Dear Friends,
A 60 Minutes segment in 1979 opened with Dan Rather delivering this line: "Wellness. Now there's a word you don't hear every day." He went on to describe wellness as a fringe self-care movement that was viewed by many people as a cult.
That was 45 years ago. It's hard to fathom how much things have changed in our lifetimes, with self-care products and services flying at us from every direction. You want to lose weight? You want to exercise more, sleep better and improve your emotional well-being? No problem; help is everywhere! I learned when I googled "self-care" that there is an International Self-Care Foundation and a Global Self-Care Federation.
As an aside, I'll add that although self-care hasn't always been a fad, the concept has ancient origins. Socrates included "care of the soul" and "know thyself" in his teachings. He believed in a "chain of care", whereby in practicing self-care you would encourage others around you to do the same, and society as a whole would benefit from it.
So here's my question: If the concept of self-care has been around for so long, why does prioritizing our mental and physical well-being still seem so difficult, especially for women? And why does taking care of ourselves make us feel so GUILTY?

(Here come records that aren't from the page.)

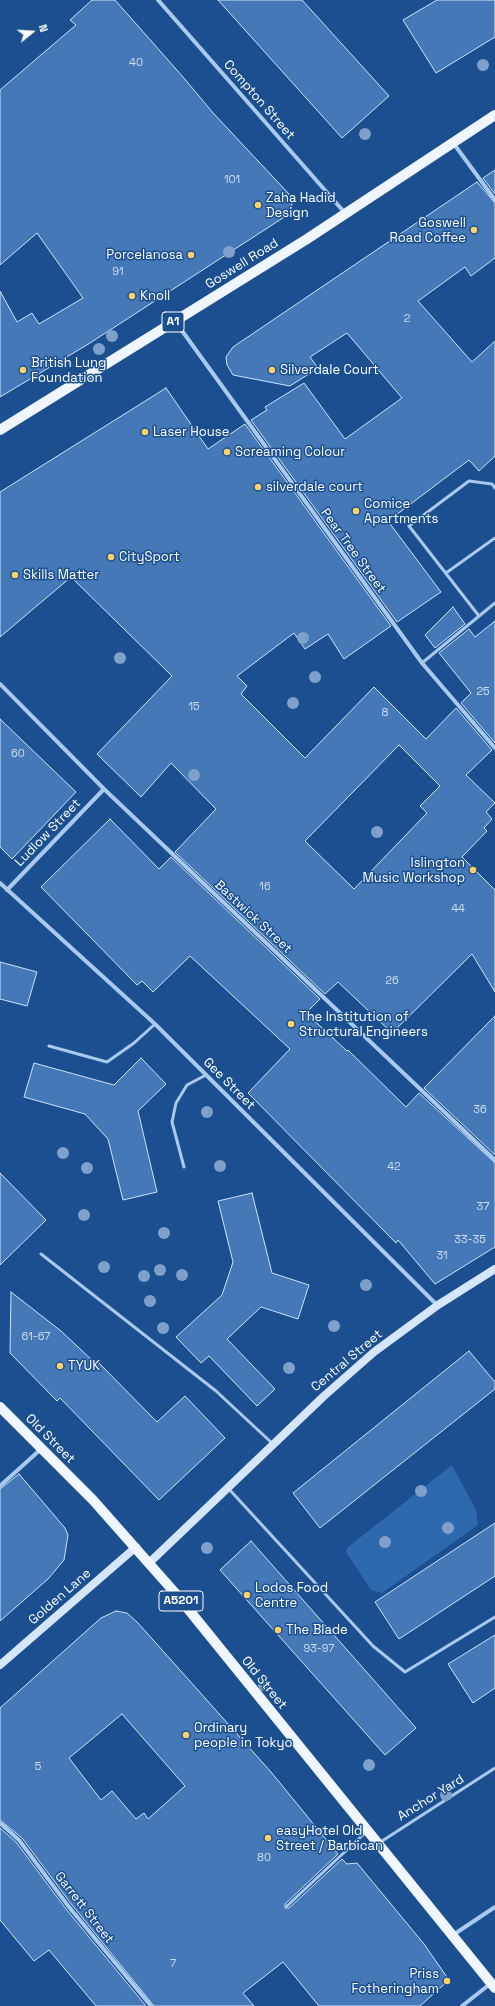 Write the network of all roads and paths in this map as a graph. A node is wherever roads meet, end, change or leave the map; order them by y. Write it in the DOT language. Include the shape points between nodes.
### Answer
graph roads {
  1 [pos="158,0"];
  2 [pos="495,114"];
  3 [pos="453,142"];
  4 [pos="495,200"];
  5 [pos="345,213"];
  6 [pos="175,320"];
  7 [pos="0,430"];
  8 [pos="495,488"];
  9 [pos="495,538"];
  10 [pos="446,573"];
  11 [pos="495,603"];
  12 [pos="479,616"];
  13 [pos="422,663"];
  14 [pos="0,684"];
  15 [pos="495,748"];
  16 [pos="104,789"];
  17 [pos="0,883"];
  18 [pos="7,890"];
  19 [pos="155,1024"];
  20 [pos="49,1046"];
  21 [pos="206,1075"];
  22 [pos="495,1160"];
  23 [pos="184,1167"];
  24 [pos="42,1254"];
  25 [pos="495,1270"];
  26 [pos="438,1305"];
  27 [pos="0,1407"];
  28 [pos="274,1445"];
  29 [pos="41,1449"];
  30 [pos="0,1486"];
  31 [pos="228,1488"];
  32 [pos="136,1547"];
  33 [pos="149,1563"];
  34 [pos="495,1617"];
  35 [pos="0,1665"];
  36 [pos="495,1768"];
  37 [pos="0,1823"];
  38 [pos="368,1831"];
  39 [pos="378,1843"];
  40 [pos="287,1906"];
  41 [pos="495,1907"];
  42 [pos="453,1935"];
  43 [pos="493,1985"];
  44 [pos="150,2006"];
  45 [pos="462,2006"];
  1 -- 5 [label="street, Compton Street"];
  2 -- 3 [label="main road, Goswell Road / A1"];
  3 -- 4 [label="street"];
  3 -- 5 [label="main road, Goswell Road / A1"];
  5 -- 6 [label="main road, Goswell Road / A1"];
  6 -- 7 [label="main road, Goswell Road / A1"];
  6 -- 13 [label="street, Pear Tree Street"];
  8 -- 10 [label="lane" via="492,484 469,481 410,526"];
  9 -- 10 [label="lane"];
  10 -- 12 [label="lane"];
  11 -- 12 [label="lane"];
  12 -- 13 [label="lane"];
  13 -- 15 [label="street, Pear Tree Street"];
  14 -- 16 [label="street, Bastwick Street"];
  16 -- 18 [label="street, Ludlow Street"];
  16 -- 22 [label="street, Bastwick Street"];
  17 -- 18 [label="street, Gee Street"];
  18 -- 19 [label="street, Gee Street"];
  19 -- 20 [label="lane" via="107,1062"];
  19 -- 21 [label="street, Gee Street"];
  21 -- 23 [label="lane" via="187,1085 176,1103 172,1122"];
  21 -- 26 [label="street, Gee Street"];
  24 -- 28 [label="lane" via="216,1391"];
  25 -- 26 [label="street, Central Street"];
  26 -- 28 [label="street, Central Street" via="369,1357"];
  27 -- 29 [label="main road, Old Street / A5201"];
  28 -- 31 [label="street, Central Street"];
  29 -- 30 [label="street"];
  29 -- 32 [label="main road, Old Street / A5201"];
  31 -- 33 [label="street, Central Street"];
  31 -- 34 [label="lane" via="373,1646 405,1672"];
  32 -- 33 [label="main road, Old Street / A5201"];
  32 -- 35 [label="street, Golden Lane"];
  33 -- 38 [label="main road, Old Street / A5201"];
  36 -- 39 [label="lane, Anchor Yard"];
  37 -- 44 [label="street, Garrett Street" via="19,1840 69,1907"];
  38 -- 39 [label="main road, Old Street / A5201"];
  38 -- 40 [label="lane"];
  39 -- 42 [label="main road, Old Street / A5201"];
  41 -- 42 [label="street"];
  42 -- 43 [label="main road, Old Street / A5201"];
  43 -- 45 [label="street"];
}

It seems clear that women our age have been conditioned to believe that taking care of others comes first, and we can think about ourselves only if there is a little bit of time left. Since there are always so many people we feel we need to take care of, we run out of time for ourselves. Making pit stops in exercise classes, salad bars and therapy sessions certainly can't hurt, but are stand-alone fixes strong enough medicine to address the core reasons for our stress and anxiety?

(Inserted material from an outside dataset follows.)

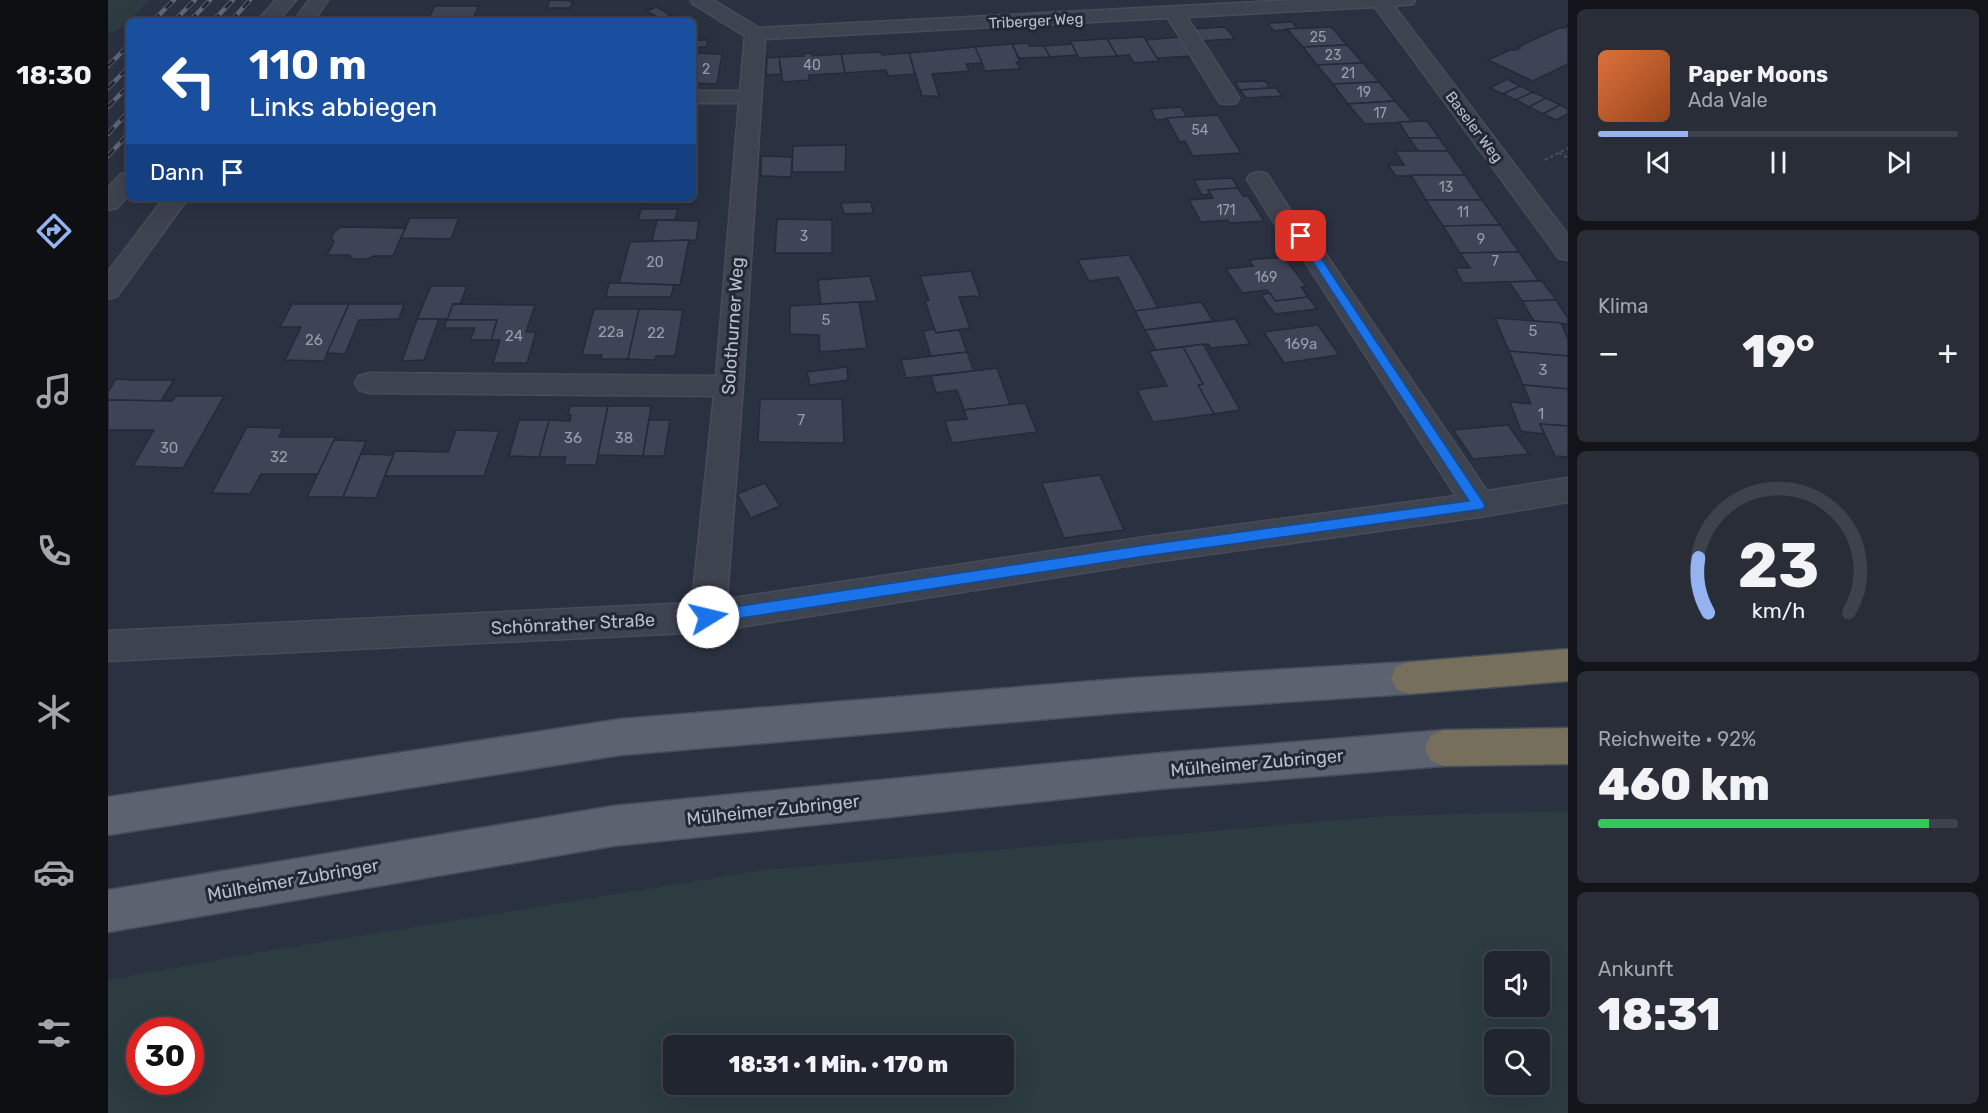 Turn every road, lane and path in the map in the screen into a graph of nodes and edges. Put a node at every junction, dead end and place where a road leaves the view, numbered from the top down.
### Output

I don't know the answer, but I'd like to find out. Kimberly (Mulcahy) Zadeh and I asked six TTN women to tell us how they practice self-care. You'll see their responses below. I learned some things from them, and I hope you will too. They reminded me that taking care of ourselves, even in little ways, can slowly transform our quality of life. Experts say that the health effect can go deeper if we align self-care choices with our personal values and beliefs.

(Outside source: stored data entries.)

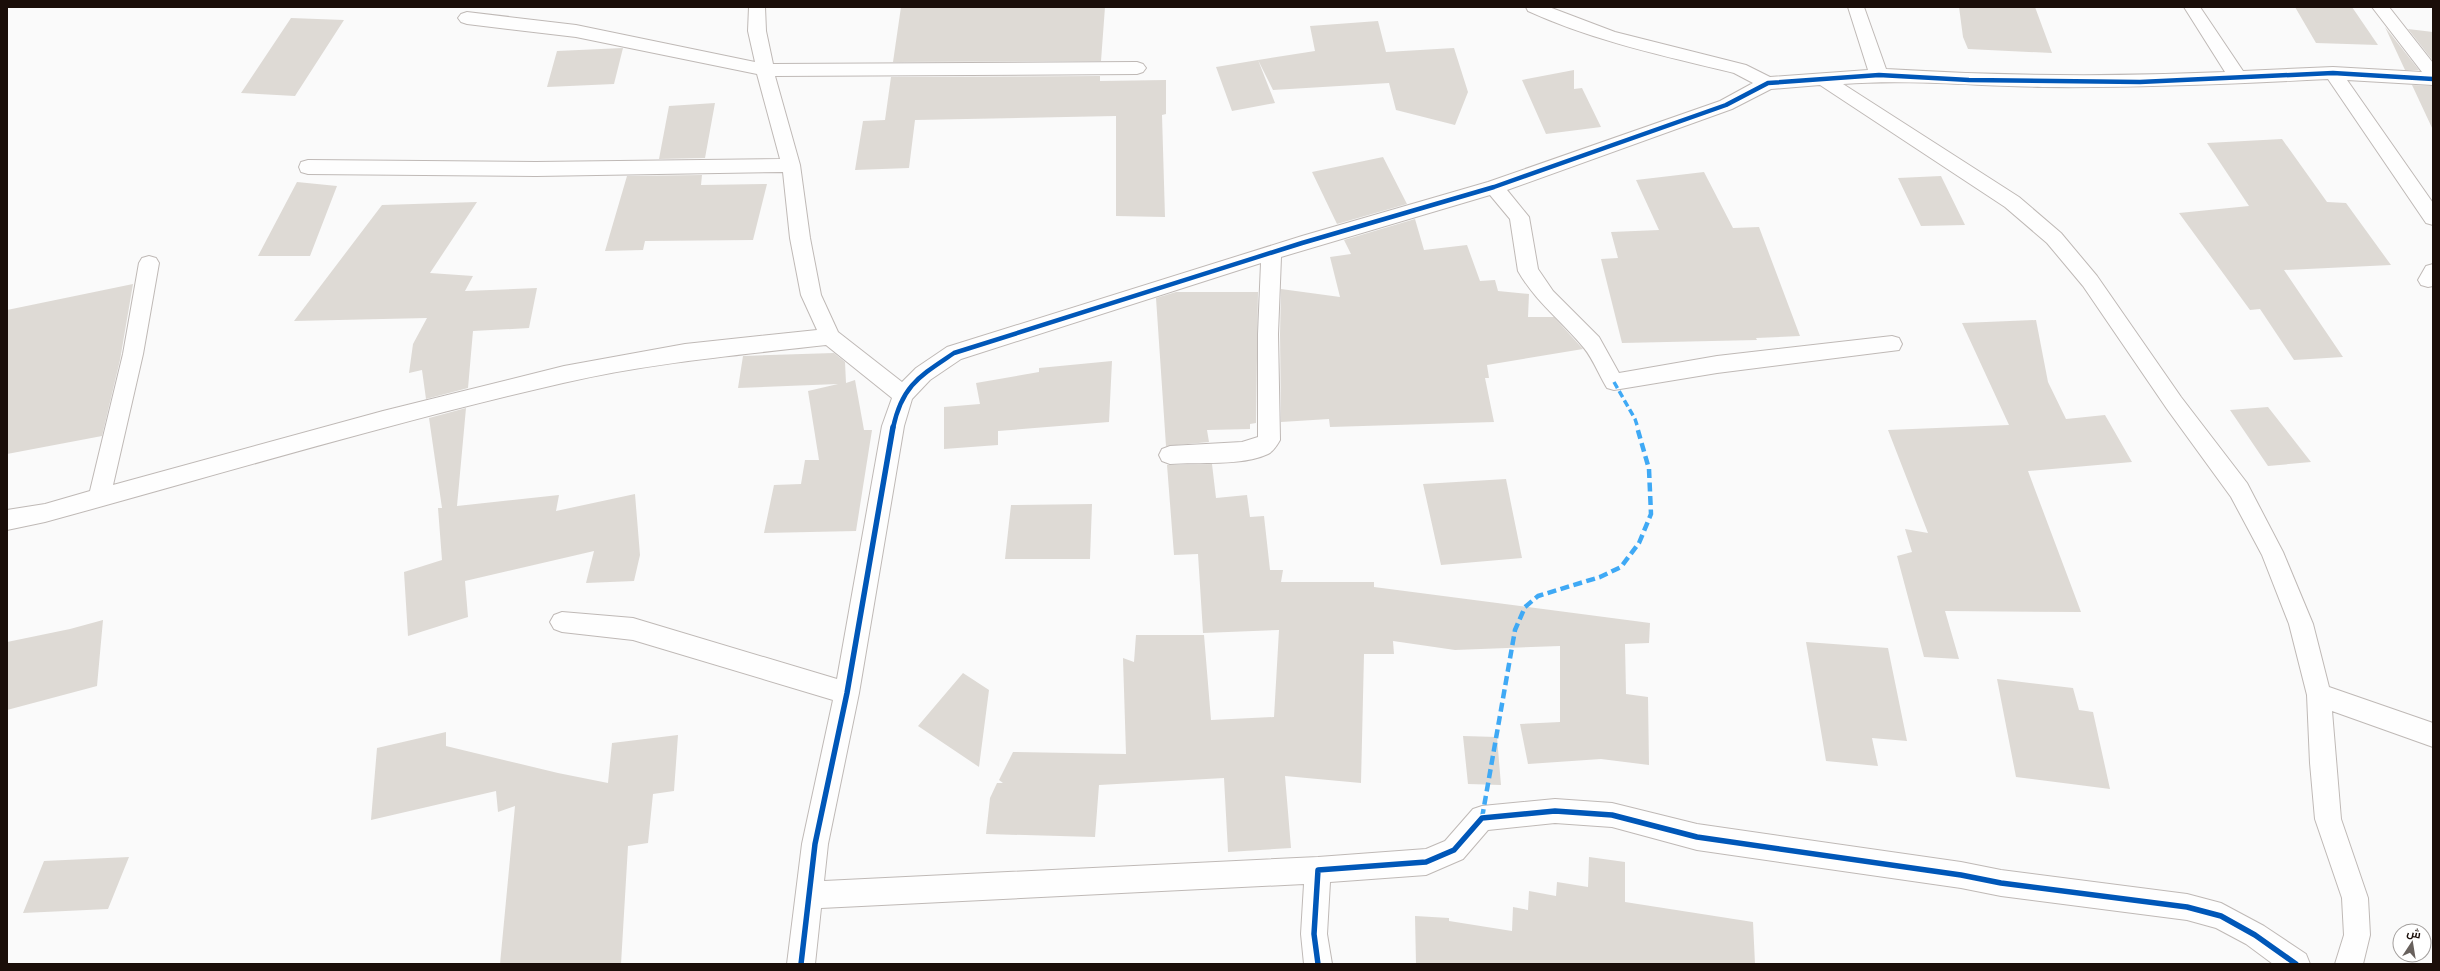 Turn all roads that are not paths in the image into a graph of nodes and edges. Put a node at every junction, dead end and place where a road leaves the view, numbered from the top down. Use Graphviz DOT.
graph roads {
  1 [pos="758,7"];
  2 [pos="1534,7"];
  3 [pos="1856,7"];
  4 [pos="2192,7"];
  5 [pos="2380,7"];
  6 [pos="467,18"];
  7 [pos="1137,68"];
  8 [pos="765,70"];
  9 [pos="2333,73"];
  10 [pos="1879,75"];
  11 [pos="2433,75"];
  12 [pos="1822,78"];
  13 [pos="2238,78"];
  14 [pos="2433,79"];
  15 [pos="1768,83"];
  16 [pos="791,165"];
  17 [pos="308,166"];
  18 [pos="1494,188"];
  19 [pos="2433,218"];
  20 [pos="1271,254"];
  21 [pos="149,263"];
  22 [pos="830,337"];
  23 [pos="1892,344"];
  24 [pos="903,395"];
  25 [pos="1170,455"];
  26 [pos="99,498"];
  27 [pos="7,520"];
  28 [pos="562,622"];
  29 [pos="847,693"];
  30 [pos="2319,695"];
  31 [pos="2433,735"];
  32 [pos="1318,870"];
  33 [pos="809,895"];
  34 [pos="801,964"];
  35 [pos="1318,964"];
  36 [pos="2296,964"];
  37 [pos="2349,964"];
  1 -- 8 [label="street"];
  2 -- 15 [label="street"];
  3 -- 10 [label="street"];
  4 -- 13 [label="street"];
  5 -- 11 [label="street"];
  6 -- 8 [label="street"];
  7 -- 8 [label="street"];
  8 -- 16 [label="street"];
  9 -- 13 [label="street"];
  9 -- 14 [label="street"];
  9 -- 19 [label="street"];
  10 -- 12 [label="street"];
  10 -- 13 [label="street"];
  12 -- 15 [label="street"];
  12 -- 30 [label="street"];
  15 -- 18 [label="street"];
  16 -- 17 [label="street"];
  16 -- 22 [label="street"];
  18 -- 20 [label="street"];
  18 -- 23 [label="street"];
  20 -- 24 [label="street"];
  20 -- 25 [label="street"];
  21 -- 26 [label="street"];
  22 -- 24 [label="street"];
  22 -- 26 [label="street"];
  24 -- 29 [label="street"];
  26 -- 27 [label="street"];
  28 -- 29 [label="street"];
  29 -- 33 [label="street"];
  30 -- 31 [label="street"];
  30 -- 37 [label="street"];
  32 -- 33 [label="street"];
  32 -- 35 [label="street"];
  32 -- 36 [label="street"];
  33 -- 34 [label="street"];
}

Here's a final question for today: In a growing community of women like the one we are part of, does practicing self-care need to be a solo pursuit? Did Socrates have a point with his "chain of care" idea? Peer groups and SIGs are designed to enable us to nurture ourselves and others at the same time, but what else can we do? I'm planning to hold some brainstorming sessions to see what we can come up with. If you would like to be part of these discussions, please send me an email and I'll put you on my invitation list.
In the meantime, I hope you will make an effort to connect with other TTN women any time you can. And when you're on your own, please be kind to yourself! Cheer yourself on, and schedule time for things that bring you joy. By allowing yourself to be the center of your universe, even for a few hours a day, you are more likely to develop the strength with which to quiet that inner critic, no matter how bossy and opinionated she tends to be.